After a lot of time and effort, and with a lot of luck I am finally able to get a low paying part time job. Every day when I wake up to my alarm I weigh the pros and cons of going to work while feeling very tired. More tired every day. Within the first few weeks, I always call in sick. I do it a few times, actually. Then I get fired for abusing sick time. That happened to me twice before I learned that I can absolutely never call in sick or I will be fired. I decided that if I am sick I will go to work anyway and leave the decision of whether I'm well enough to work to my employer. A while later I got a job as a cashier in a supermarket. I had been very reclusive for months previously so I was very anxious, but could function at a level capable of customer - cashier interaction. I actually wrote a flow chart on an index card and kept it in my pocket to practice. Hi, how are you, fine and you, fine thanks, etc. My coworkers were all teenage women and they seemed upset when I didn't gossip with them about our other coworkers. Several times I was sent outside as a replacement for the cart jockey. I enjoyed that a lot more. The workplace gradually became hostile, after two weeks I had a panic attack and left in the middle of my shift. After that I was fired.

Some people say that it's fine if you aren't social at work. Find a job that doesn't require it and let your ability speak for you. I found a job at a manufacturing plant. I let my ability speak for me. It said that I am not an able person. I was a slow worker and frequently made mistakes. Parts would be cut in the wrong size, they would be packaged incorrectly. I repeatedly mishandled the machinery and was fired in three days. A year later I got a job repairing games in the back room of an arcade. This was a dream job for me. Full time work with enough pay that I would (barely) be able to support myself. During breaks I could also play the games for free. Thinking of moving out of my parents house I was seriously determined. I would go to work every day on time and try my best. Basically, I failed. It took me hours to do simple repairs that other employees could complete in minutes. I repeatedly damaged expensive boards due to poor knowledge of electronics. Eventually I was relegated to cleaning the exteriors and sweeping the floors. When my work was inspected they found many spots that were unsatisfactory to the extent that the manager basically re-cleaned everything himself. I lasted nearly two months before being fired.

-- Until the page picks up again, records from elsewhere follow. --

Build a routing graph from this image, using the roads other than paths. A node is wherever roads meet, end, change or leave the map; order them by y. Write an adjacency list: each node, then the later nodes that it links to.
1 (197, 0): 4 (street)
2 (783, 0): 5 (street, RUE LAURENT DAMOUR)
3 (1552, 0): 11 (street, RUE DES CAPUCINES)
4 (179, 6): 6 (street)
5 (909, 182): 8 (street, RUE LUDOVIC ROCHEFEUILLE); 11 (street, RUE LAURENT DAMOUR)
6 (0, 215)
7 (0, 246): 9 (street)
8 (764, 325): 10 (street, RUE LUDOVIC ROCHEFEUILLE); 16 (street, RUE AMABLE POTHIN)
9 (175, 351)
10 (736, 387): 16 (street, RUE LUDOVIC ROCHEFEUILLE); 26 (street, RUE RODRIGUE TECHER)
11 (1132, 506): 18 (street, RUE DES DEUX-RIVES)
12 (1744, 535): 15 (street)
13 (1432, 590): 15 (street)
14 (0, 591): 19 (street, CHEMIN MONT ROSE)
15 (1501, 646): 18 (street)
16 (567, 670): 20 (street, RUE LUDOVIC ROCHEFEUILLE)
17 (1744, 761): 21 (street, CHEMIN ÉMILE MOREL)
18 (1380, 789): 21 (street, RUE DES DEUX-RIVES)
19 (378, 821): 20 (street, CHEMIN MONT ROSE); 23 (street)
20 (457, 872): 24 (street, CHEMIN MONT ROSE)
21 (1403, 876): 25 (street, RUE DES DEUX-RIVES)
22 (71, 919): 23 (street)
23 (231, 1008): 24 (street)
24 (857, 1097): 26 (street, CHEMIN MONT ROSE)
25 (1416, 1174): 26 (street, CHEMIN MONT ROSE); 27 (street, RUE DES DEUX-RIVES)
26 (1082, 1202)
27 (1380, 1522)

Maybe I'm just not suited to this life. I'm willing to work hard to stay alive but it seems like working hard is not enough. I don't have the ability to get and keep a job. Especially with surplus labor and at will employment an employer can hire very selectively and fire at a whim for any reason at all. I don't know what to do with these feelings of frustration. I want to support myself but I can't. My parents only think that I'm lazy of course and taking advantage of them so soon they won't support me either. This kind of social darwinism is really cruel.

There are so many things wrong with society that the aggregate result is people suffering when they would have so much to offer in other circumstances. I don't know how to fix society and even if I had an idea I would never be so arrogant as to try to change things, for fear of making it worse. But when people in remote tribes are found to be happier than those in industrialized nations, you have to wonder whether any change is worth trying.

In the 60s, you could go to high school, graduate and work in your local factory or do construction and make enough to support a families necessities. Get a promotion or two and you could do alright for yourself. Today owning your own house, having a good car and having a wife+kids is practically unheard of for under 35s and simply having a fulltime job that pays over minimum wage and having an OKish car is a challenge.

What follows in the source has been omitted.